▼

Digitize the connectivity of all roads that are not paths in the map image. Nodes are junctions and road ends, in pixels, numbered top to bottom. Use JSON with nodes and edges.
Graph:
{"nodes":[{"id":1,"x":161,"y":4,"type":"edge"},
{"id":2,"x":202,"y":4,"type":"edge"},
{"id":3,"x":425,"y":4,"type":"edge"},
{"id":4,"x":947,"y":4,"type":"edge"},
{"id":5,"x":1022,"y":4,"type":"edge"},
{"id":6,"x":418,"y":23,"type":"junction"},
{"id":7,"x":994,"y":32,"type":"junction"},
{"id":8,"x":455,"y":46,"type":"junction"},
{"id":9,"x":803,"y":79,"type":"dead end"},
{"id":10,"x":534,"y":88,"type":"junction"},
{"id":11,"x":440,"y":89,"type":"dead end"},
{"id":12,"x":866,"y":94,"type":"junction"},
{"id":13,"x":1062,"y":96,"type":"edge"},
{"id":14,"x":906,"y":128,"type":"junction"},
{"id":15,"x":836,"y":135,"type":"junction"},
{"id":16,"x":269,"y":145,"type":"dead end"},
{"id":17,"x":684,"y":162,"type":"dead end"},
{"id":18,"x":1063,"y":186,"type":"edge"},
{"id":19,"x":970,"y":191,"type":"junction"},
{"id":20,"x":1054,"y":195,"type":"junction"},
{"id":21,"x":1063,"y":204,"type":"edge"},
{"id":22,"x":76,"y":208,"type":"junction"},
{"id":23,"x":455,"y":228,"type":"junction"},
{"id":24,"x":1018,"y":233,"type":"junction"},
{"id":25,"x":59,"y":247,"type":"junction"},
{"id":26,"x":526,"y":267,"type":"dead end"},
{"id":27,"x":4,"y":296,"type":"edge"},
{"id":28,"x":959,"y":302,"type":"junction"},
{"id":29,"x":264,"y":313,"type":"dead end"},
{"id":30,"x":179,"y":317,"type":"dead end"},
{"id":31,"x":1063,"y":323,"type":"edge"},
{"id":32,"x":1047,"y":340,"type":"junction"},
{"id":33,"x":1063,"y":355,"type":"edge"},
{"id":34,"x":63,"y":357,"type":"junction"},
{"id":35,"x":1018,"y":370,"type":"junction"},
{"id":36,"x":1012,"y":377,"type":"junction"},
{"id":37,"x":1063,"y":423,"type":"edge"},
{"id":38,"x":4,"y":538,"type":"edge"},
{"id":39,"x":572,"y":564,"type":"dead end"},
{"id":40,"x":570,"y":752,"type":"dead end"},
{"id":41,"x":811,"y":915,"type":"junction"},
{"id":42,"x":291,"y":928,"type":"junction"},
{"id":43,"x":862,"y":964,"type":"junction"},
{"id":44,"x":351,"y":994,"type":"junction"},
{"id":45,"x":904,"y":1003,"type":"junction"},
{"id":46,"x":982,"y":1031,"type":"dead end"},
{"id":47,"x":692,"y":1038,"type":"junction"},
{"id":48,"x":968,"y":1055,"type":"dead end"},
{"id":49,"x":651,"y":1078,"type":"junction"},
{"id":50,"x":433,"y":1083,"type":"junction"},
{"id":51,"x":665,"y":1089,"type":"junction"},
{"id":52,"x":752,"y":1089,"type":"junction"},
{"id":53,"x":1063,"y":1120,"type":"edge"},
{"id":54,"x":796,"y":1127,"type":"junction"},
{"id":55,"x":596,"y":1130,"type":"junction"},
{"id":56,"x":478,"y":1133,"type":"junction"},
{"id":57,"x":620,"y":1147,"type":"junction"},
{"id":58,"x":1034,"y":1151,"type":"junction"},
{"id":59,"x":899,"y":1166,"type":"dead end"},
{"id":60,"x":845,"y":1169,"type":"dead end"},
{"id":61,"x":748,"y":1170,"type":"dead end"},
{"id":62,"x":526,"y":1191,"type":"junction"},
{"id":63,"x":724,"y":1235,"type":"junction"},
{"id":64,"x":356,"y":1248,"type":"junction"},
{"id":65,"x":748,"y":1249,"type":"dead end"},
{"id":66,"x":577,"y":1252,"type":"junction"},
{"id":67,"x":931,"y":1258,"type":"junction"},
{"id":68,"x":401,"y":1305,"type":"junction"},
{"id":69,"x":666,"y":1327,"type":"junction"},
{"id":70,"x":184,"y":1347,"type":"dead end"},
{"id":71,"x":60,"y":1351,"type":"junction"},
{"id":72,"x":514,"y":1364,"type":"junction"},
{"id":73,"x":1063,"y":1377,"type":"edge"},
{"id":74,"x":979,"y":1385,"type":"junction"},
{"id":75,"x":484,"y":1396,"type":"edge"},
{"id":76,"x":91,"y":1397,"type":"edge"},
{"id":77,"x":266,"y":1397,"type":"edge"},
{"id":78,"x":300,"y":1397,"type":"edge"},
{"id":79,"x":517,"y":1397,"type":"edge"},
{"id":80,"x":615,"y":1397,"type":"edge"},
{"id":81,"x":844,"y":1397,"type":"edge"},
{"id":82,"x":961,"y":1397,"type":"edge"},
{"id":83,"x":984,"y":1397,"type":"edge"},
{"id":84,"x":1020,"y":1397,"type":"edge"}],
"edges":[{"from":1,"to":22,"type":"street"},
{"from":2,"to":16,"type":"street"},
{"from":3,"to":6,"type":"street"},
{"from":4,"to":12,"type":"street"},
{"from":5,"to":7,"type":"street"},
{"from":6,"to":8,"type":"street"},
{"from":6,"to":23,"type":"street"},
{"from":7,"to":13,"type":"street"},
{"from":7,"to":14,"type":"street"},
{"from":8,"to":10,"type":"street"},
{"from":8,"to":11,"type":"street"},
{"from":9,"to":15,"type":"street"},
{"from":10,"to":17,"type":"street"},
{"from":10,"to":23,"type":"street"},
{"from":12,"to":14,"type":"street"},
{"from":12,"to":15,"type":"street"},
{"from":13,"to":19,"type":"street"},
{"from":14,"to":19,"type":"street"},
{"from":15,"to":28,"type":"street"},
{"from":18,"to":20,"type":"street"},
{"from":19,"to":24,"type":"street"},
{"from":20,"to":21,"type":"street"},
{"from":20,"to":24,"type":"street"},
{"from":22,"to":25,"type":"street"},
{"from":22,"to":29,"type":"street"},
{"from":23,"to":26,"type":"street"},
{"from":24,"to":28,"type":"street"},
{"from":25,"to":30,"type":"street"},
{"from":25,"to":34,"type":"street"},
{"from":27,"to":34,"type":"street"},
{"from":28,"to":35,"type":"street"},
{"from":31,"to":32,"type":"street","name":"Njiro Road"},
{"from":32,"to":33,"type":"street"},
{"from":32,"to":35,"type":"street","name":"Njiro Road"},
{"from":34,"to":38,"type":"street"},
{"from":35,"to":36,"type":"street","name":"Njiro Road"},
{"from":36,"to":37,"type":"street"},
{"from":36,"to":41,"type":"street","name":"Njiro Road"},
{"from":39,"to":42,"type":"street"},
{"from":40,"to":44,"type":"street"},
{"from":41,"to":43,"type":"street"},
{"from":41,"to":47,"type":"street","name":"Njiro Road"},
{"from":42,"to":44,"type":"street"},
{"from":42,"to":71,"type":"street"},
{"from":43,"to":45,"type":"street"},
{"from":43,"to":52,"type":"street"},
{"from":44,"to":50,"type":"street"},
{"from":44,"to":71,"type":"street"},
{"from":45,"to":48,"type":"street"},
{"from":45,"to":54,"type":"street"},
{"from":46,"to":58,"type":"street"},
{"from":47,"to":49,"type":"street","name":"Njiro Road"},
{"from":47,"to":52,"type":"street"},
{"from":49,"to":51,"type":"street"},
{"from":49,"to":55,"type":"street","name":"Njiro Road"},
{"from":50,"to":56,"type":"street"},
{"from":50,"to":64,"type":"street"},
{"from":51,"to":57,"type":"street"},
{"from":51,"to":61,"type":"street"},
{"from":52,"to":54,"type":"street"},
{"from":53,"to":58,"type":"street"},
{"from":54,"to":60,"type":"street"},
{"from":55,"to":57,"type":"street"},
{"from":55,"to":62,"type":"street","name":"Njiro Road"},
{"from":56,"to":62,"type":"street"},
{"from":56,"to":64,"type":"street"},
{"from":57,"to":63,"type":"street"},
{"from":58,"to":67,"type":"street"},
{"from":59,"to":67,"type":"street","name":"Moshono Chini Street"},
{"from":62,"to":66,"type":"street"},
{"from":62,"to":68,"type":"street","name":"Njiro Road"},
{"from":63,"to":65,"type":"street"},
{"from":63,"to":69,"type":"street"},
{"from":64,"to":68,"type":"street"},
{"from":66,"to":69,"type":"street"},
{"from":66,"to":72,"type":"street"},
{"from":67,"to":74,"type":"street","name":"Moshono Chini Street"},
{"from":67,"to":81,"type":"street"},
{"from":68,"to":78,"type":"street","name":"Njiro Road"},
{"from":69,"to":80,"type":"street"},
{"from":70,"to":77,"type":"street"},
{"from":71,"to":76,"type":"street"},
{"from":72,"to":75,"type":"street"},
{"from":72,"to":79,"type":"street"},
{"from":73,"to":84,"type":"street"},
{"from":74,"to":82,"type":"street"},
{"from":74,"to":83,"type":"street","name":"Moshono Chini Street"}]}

▲

To do:
Report every line in the listing that holds the word "nodes".

Answer space:
Digitize the connectivity of all roads that are not paths in the map image. Nodes are junctions and road ends, in pixels, numbered top to bottom. Use JSON with nodes and edges.
{"nodes":[{"id":1,"x":161,"y":4,"type":"edge"},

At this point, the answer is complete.